Task prompt » Search the data for the string "bridge" and gather each line it is in.

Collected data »
··········
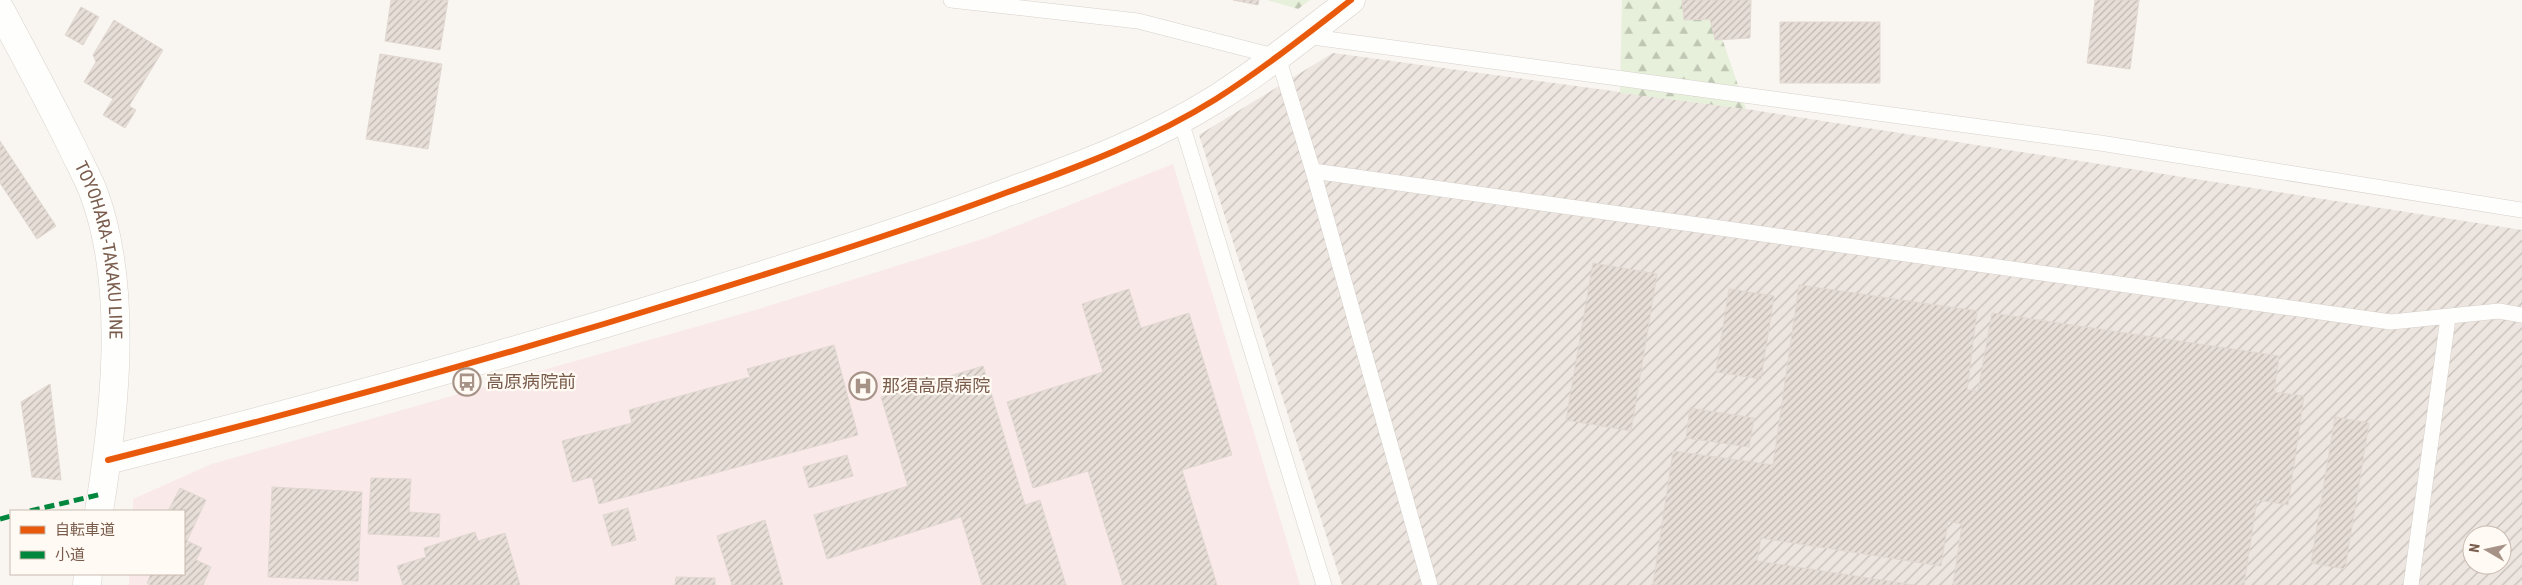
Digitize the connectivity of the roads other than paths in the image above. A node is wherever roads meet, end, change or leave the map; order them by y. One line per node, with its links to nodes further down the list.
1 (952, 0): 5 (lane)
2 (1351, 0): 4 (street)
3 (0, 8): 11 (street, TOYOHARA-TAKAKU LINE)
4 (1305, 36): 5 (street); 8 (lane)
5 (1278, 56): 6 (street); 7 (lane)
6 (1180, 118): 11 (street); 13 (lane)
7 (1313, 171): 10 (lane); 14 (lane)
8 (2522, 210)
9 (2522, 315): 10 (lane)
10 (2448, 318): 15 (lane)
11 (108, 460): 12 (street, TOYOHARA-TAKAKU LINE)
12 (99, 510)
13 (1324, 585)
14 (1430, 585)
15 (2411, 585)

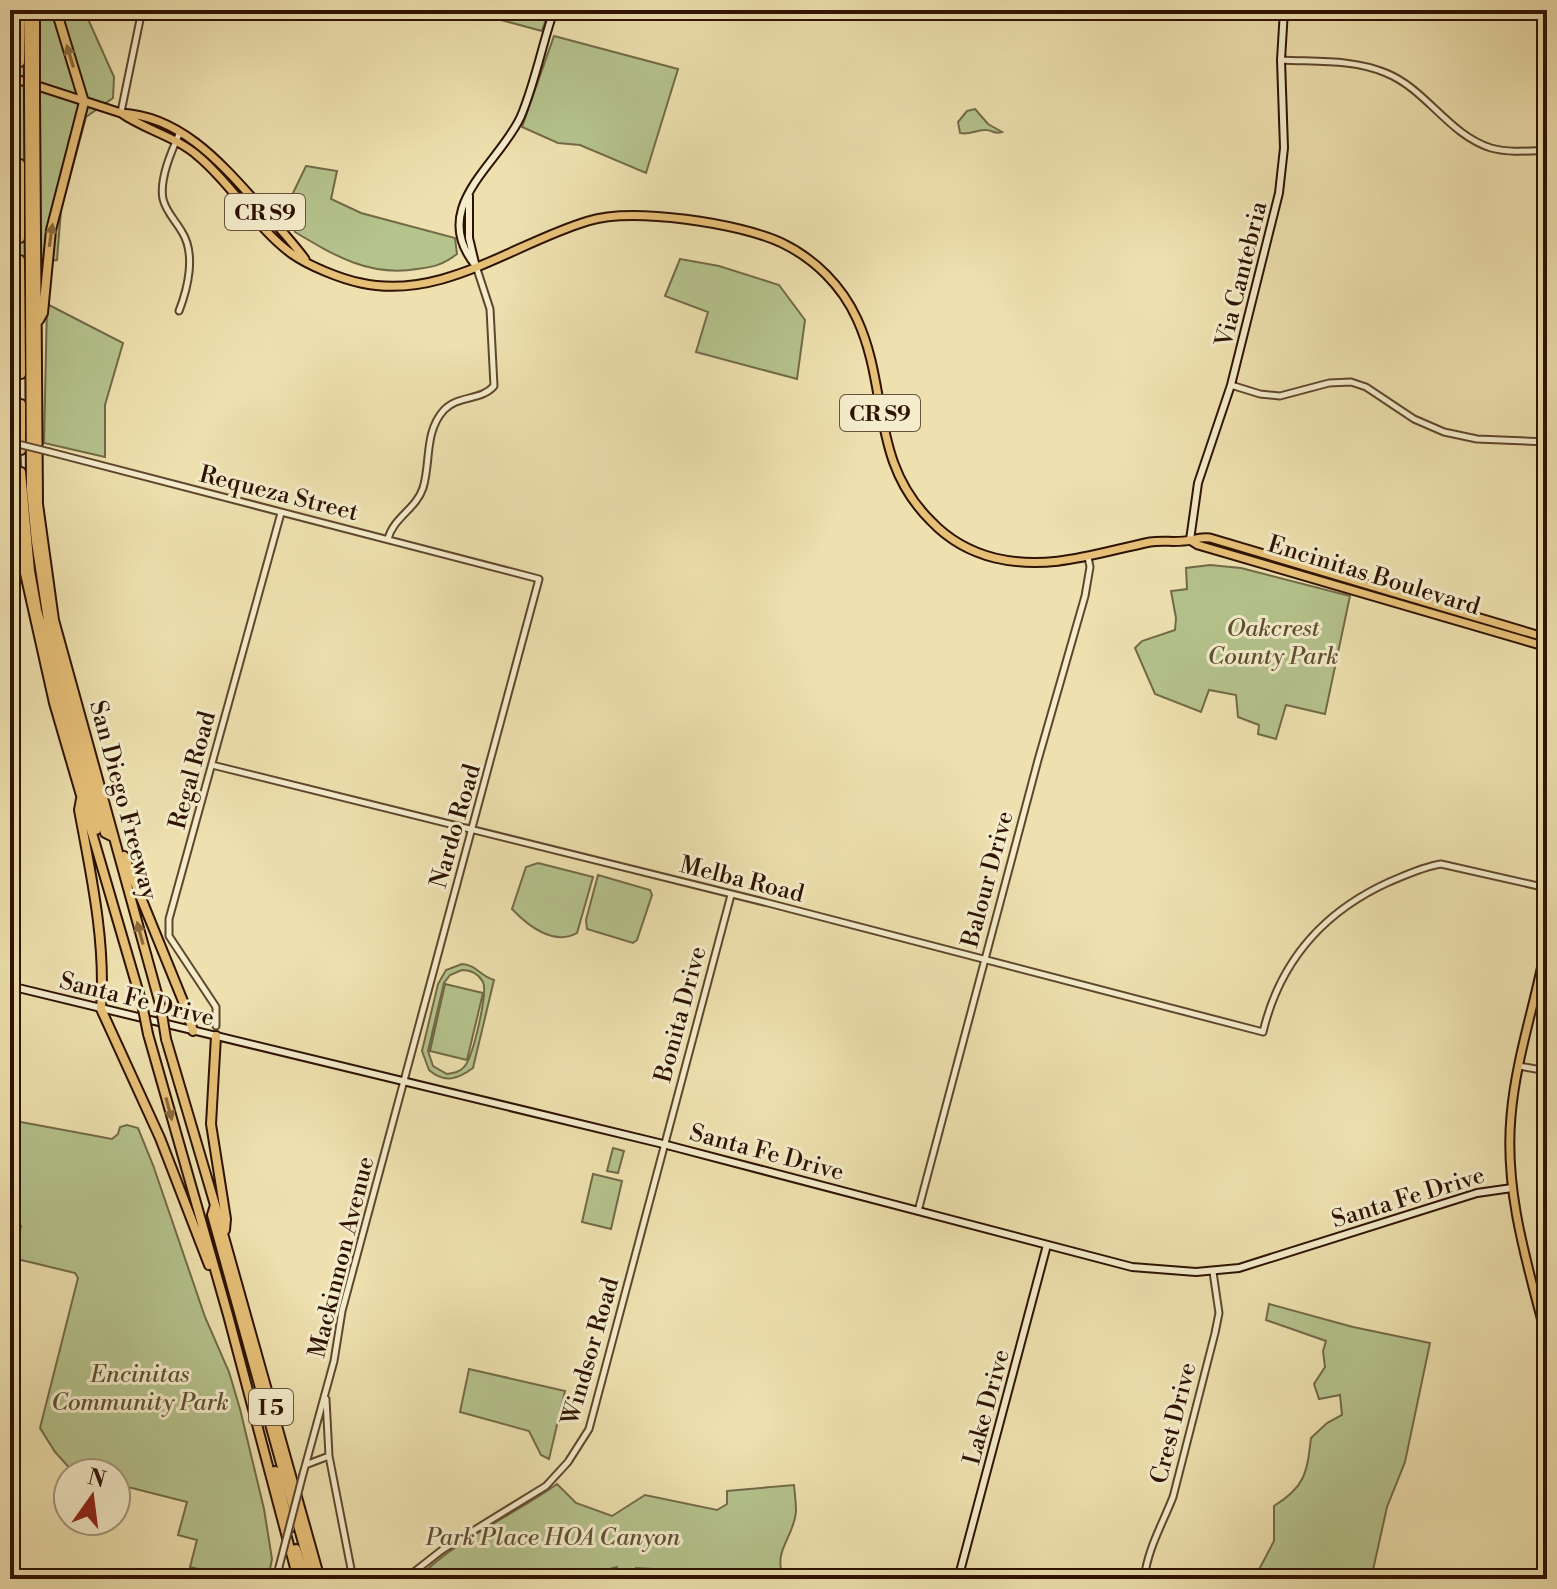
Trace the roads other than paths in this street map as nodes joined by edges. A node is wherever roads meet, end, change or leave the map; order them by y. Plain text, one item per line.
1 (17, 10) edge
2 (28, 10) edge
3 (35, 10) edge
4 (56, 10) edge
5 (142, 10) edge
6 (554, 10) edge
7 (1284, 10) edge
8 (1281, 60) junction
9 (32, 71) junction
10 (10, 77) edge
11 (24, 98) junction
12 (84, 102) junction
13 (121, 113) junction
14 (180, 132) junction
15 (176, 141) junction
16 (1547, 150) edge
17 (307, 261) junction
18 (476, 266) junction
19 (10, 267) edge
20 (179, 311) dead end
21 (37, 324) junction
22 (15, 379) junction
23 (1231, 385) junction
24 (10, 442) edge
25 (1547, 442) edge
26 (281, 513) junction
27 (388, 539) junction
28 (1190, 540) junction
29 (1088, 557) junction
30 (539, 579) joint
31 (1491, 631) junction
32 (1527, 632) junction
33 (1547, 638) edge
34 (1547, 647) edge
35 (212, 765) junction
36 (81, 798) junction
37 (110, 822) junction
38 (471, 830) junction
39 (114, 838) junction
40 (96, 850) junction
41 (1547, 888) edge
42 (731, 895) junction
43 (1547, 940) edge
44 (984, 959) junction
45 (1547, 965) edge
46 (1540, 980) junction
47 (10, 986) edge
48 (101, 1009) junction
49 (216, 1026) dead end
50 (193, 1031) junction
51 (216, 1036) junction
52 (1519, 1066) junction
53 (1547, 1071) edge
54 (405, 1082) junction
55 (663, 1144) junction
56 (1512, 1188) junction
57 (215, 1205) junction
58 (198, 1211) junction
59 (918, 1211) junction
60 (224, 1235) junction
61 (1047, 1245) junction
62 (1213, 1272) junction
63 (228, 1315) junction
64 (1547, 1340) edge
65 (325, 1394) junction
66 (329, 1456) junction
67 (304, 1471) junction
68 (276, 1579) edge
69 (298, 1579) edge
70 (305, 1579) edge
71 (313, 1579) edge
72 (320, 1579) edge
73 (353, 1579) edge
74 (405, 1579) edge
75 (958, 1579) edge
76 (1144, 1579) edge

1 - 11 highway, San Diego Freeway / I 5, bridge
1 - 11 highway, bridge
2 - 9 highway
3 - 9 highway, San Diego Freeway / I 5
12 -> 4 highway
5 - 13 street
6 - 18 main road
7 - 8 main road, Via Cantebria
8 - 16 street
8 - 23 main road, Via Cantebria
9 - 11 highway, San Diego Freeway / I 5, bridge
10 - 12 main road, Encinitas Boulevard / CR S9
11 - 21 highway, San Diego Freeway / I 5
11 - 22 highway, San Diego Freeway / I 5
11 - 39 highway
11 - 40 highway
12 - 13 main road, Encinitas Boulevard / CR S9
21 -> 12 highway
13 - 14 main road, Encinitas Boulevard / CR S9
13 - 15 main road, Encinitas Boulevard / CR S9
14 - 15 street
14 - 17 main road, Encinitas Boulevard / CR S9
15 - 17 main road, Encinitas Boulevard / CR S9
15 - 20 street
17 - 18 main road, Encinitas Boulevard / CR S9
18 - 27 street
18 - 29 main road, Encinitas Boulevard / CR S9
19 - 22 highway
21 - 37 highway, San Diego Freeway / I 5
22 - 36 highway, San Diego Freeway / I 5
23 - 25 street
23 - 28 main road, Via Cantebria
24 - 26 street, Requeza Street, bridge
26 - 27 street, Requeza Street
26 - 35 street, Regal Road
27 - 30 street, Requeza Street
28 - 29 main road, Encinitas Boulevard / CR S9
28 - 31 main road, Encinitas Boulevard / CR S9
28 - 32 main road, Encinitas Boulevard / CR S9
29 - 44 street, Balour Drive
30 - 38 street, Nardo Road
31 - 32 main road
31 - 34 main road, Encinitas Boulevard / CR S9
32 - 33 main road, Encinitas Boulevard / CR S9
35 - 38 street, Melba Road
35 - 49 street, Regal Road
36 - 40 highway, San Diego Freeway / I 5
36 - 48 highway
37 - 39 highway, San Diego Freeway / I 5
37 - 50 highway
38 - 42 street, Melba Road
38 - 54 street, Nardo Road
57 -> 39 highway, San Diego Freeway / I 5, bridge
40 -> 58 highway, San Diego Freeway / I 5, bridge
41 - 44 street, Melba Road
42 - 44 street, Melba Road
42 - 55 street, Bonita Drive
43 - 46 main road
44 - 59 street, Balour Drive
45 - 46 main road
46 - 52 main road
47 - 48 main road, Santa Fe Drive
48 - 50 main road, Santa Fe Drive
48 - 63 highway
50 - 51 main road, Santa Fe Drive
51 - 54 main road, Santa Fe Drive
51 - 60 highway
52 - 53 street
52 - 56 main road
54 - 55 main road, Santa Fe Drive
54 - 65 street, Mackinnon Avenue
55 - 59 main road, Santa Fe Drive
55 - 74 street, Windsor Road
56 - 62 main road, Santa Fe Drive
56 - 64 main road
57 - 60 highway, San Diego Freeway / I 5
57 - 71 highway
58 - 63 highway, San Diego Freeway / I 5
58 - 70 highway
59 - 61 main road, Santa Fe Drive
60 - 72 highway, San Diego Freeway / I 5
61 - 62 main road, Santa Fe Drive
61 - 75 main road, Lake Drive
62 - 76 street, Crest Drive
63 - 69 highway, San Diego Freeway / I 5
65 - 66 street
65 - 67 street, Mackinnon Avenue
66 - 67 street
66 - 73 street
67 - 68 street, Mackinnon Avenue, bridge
··········
Solution to this task »
1 - 11 highway, San Diego Freeway / I 5, bridge
1 - 11 highway, bridge
9 - 11 highway, San Diego Freeway / I 5, bridge
24 - 26 street, Requeza Street, bridge
57 -> 39 highway, San Diego Freeway / I 5, bridge
40 -> 58 highway, San Diego Freeway / I 5, bridge
67 - 68 street, Mackinnon Avenue, bridge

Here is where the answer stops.